• Activity: Repeat each line of the material below without change.

= = = = = = =

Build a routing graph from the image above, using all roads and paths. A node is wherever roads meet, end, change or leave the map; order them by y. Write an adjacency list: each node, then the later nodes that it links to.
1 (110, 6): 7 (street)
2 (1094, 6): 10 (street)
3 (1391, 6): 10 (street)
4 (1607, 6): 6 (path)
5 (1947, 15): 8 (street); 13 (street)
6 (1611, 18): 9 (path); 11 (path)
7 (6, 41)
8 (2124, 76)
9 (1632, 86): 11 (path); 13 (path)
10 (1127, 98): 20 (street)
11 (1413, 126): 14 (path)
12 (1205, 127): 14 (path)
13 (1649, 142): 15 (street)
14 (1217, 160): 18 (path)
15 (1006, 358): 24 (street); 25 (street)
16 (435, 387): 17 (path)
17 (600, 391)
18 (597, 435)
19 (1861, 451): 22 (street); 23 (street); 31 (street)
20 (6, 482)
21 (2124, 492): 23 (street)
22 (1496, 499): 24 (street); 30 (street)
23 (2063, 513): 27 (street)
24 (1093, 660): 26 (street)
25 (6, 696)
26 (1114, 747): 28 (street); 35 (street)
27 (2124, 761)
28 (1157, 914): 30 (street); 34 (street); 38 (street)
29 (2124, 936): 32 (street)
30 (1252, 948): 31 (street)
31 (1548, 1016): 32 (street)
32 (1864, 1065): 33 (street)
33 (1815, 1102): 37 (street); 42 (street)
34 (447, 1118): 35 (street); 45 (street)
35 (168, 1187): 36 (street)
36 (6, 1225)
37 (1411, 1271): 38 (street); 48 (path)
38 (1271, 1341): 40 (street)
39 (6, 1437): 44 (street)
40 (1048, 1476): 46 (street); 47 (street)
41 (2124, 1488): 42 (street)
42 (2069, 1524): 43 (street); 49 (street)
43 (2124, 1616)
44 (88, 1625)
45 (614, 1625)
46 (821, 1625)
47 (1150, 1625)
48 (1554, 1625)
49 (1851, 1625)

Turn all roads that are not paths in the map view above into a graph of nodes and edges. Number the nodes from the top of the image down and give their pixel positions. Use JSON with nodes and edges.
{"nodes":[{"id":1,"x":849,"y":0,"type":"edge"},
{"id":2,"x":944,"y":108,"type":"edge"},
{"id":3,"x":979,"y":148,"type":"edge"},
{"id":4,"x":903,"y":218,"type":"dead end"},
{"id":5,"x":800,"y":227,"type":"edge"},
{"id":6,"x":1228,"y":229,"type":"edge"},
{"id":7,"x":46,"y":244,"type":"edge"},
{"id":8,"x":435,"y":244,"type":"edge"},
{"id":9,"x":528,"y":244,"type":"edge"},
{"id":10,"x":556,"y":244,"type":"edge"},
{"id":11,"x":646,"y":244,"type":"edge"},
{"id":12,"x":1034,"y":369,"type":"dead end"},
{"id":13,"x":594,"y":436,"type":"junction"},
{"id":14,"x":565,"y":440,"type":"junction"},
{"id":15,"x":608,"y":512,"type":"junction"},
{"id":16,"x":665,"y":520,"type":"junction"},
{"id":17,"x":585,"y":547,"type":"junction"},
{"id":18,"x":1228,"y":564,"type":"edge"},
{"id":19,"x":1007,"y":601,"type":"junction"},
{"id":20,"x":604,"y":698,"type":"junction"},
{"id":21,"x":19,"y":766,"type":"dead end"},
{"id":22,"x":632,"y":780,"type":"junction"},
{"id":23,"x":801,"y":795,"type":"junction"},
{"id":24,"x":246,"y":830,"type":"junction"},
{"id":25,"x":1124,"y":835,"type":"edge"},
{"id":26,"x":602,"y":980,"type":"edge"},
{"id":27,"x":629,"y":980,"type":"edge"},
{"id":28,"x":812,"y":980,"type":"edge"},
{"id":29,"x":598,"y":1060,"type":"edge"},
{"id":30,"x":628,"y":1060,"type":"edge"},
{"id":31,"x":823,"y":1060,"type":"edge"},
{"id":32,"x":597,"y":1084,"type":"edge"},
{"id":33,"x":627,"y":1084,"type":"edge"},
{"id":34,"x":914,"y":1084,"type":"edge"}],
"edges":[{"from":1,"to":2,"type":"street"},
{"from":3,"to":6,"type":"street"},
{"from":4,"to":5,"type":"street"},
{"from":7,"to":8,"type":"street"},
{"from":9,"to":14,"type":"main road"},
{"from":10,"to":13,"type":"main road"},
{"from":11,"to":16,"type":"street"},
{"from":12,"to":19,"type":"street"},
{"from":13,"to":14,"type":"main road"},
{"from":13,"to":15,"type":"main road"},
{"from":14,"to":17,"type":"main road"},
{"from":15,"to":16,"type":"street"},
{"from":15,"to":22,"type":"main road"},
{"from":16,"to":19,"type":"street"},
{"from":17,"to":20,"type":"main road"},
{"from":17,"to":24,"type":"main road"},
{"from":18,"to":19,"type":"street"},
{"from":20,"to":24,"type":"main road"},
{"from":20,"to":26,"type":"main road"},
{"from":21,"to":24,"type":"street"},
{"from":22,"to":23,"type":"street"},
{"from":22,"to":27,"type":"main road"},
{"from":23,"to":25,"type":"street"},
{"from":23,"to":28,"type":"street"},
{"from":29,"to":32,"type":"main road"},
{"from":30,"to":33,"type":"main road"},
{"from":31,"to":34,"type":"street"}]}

= = = = = = =

• Exercise output:
Build a routing graph from the image above, using all roads and paths. A node is wherever roads meet, end, change or leave the map; order them by y. Write an adjacency list: each node, then the later nodes that it links to.
1 (110, 6): 7 (street)
2 (1094, 6): 10 (street)
3 (1391, 6): 10 (street)
4 (1607, 6): 6 (path)
5 (1947, 15): 8 (street); 13 (street)
6 (1611, 18): 9 (path); 11 (path)
7 (6, 41)
8 (2124, 76)
9 (1632, 86): 11 (path); 13 (path)
10 (1127, 98): 20 (street)
11 (1413, 126): 14 (path)
12 (1205, 127): 14 (path)
13 (1649, 142): 15 (street)
14 (1217, 160): 18 (path)
15 (1006, 358): 24 (street); 25 (street)
16 (435, 387): 17 (path)
17 (600, 391)
18 (597, 435)
19 (1861, 451): 22 (street); 23 (street); 31 (street)
20 (6, 482)
21 (2124, 492): 23 (street)
22 (1496, 499): 24 (street); 30 (street)
23 (2063, 513): 27 (street)
24 (1093, 660): 26 (street)
25 (6, 696)
26 (1114, 747): 28 (street); 35 (street)
27 (2124, 761)
28 (1157, 914): 30 (street); 34 (street); 38 (street)
29 (2124, 936): 32 (street)
30 (1252, 948): 31 (street)
31 (1548, 1016): 32 (street)
32 (1864, 1065): 33 (street)
33 (1815, 1102): 37 (street); 42 (street)
34 (447, 1118): 35 (street); 45 (street)
35 (168, 1187): 36 (street)
36 (6, 1225)
37 (1411, 1271): 38 (street); 48 (path)
38 (1271, 1341): 40 (street)
39 (6, 1437): 44 (street)
40 (1048, 1476): 46 (street); 47 (street)
41 (2124, 1488): 42 (street)
42 (2069, 1524): 43 (street); 49 (street)
43 (2124, 1616)
44 (88, 1625)
45 (614, 1625)
46 (821, 1625)
47 (1150, 1625)
48 (1554, 1625)
49 (1851, 1625)

Turn all roads that are not paths in the map view above into a graph of nodes and edges. Number the nodes from the top of the image down and give their pixel positions. Use JSON with nodes and edges.
{"nodes":[{"id":1,"x":849,"y":0,"type":"edge"},
{"id":2,"x":944,"y":108,"type":"edge"},
{"id":3,"x":979,"y":148,"type":"edge"},
{"id":4,"x":903,"y":218,"type":"dead end"},
{"id":5,"x":800,"y":227,"type":"edge"},
{"id":6,"x":1228,"y":229,"type":"edge"},
{"id":7,"x":46,"y":244,"type":"edge"},
{"id":8,"x":435,"y":244,"type":"edge"},
{"id":9,"x":528,"y":244,"type":"edge"},
{"id":10,"x":556,"y":244,"type":"edge"},
{"id":11,"x":646,"y":244,"type":"edge"},
{"id":12,"x":1034,"y":369,"type":"dead end"},
{"id":13,"x":594,"y":436,"type":"junction"},
{"id":14,"x":565,"y":440,"type":"junction"},
{"id":15,"x":608,"y":512,"type":"junction"},
{"id":16,"x":665,"y":520,"type":"junction"},
{"id":17,"x":585,"y":547,"type":"junction"},
{"id":18,"x":1228,"y":564,"type":"edge"},
{"id":19,"x":1007,"y":601,"type":"junction"},
{"id":20,"x":604,"y":698,"type":"junction"},
{"id":21,"x":19,"y":766,"type":"dead end"},
{"id":22,"x":632,"y":780,"type":"junction"},
{"id":23,"x":801,"y":795,"type":"junction"},
{"id":24,"x":246,"y":830,"type":"junction"},
{"id":25,"x":1124,"y":835,"type":"edge"},
{"id":26,"x":602,"y":980,"type":"edge"},
{"id":27,"x":629,"y":980,"type":"edge"},
{"id":28,"x":812,"y":980,"type":"edge"},
{"id":29,"x":598,"y":1060,"type":"edge"},
{"id":30,"x":628,"y":1060,"type":"edge"},
{"id":31,"x":823,"y":1060,"type":"edge"},
{"id":32,"x":597,"y":1084,"type":"edge"},
{"id":33,"x":627,"y":1084,"type":"edge"},
{"id":34,"x":914,"y":1084,"type":"edge"}],
"edges":[{"from":1,"to":2,"type":"street"},
{"from":3,"to":6,"type":"street"},
{"from":4,"to":5,"type":"street"},
{"from":7,"to":8,"type":"street"},
{"from":9,"to":14,"type":"main road"},
{"from":10,"to":13,"type":"main road"},
{"from":11,"to":16,"type":"street"},
{"from":12,"to":19,"type":"street"},
{"from":13,"to":14,"type":"main road"},
{"from":13,"to":15,"type":"main road"},
{"from":14,"to":17,"type":"main road"},
{"from":15,"to":16,"type":"street"},
{"from":15,"to":22,"type":"main road"},
{"from":16,"to":19,"type":"street"},
{"from":17,"to":20,"type":"main road"},
{"from":17,"to":24,"type":"main road"},
{"from":18,"to":19,"type":"street"},
{"from":20,"to":24,"type":"main road"},
{"from":20,"to":26,"type":"main road"},
{"from":21,"to":24,"type":"street"},
{"from":22,"to":23,"type":"street"},
{"from":22,"to":27,"type":"main road"},
{"from":23,"to":25,"type":"street"},
{"from":23,"to":28,"type":"street"},
{"from":29,"to":32,"type":"main road"},
{"from":30,"to":33,"type":"main road"},
{"from":31,"to":34,"type":"street"}]}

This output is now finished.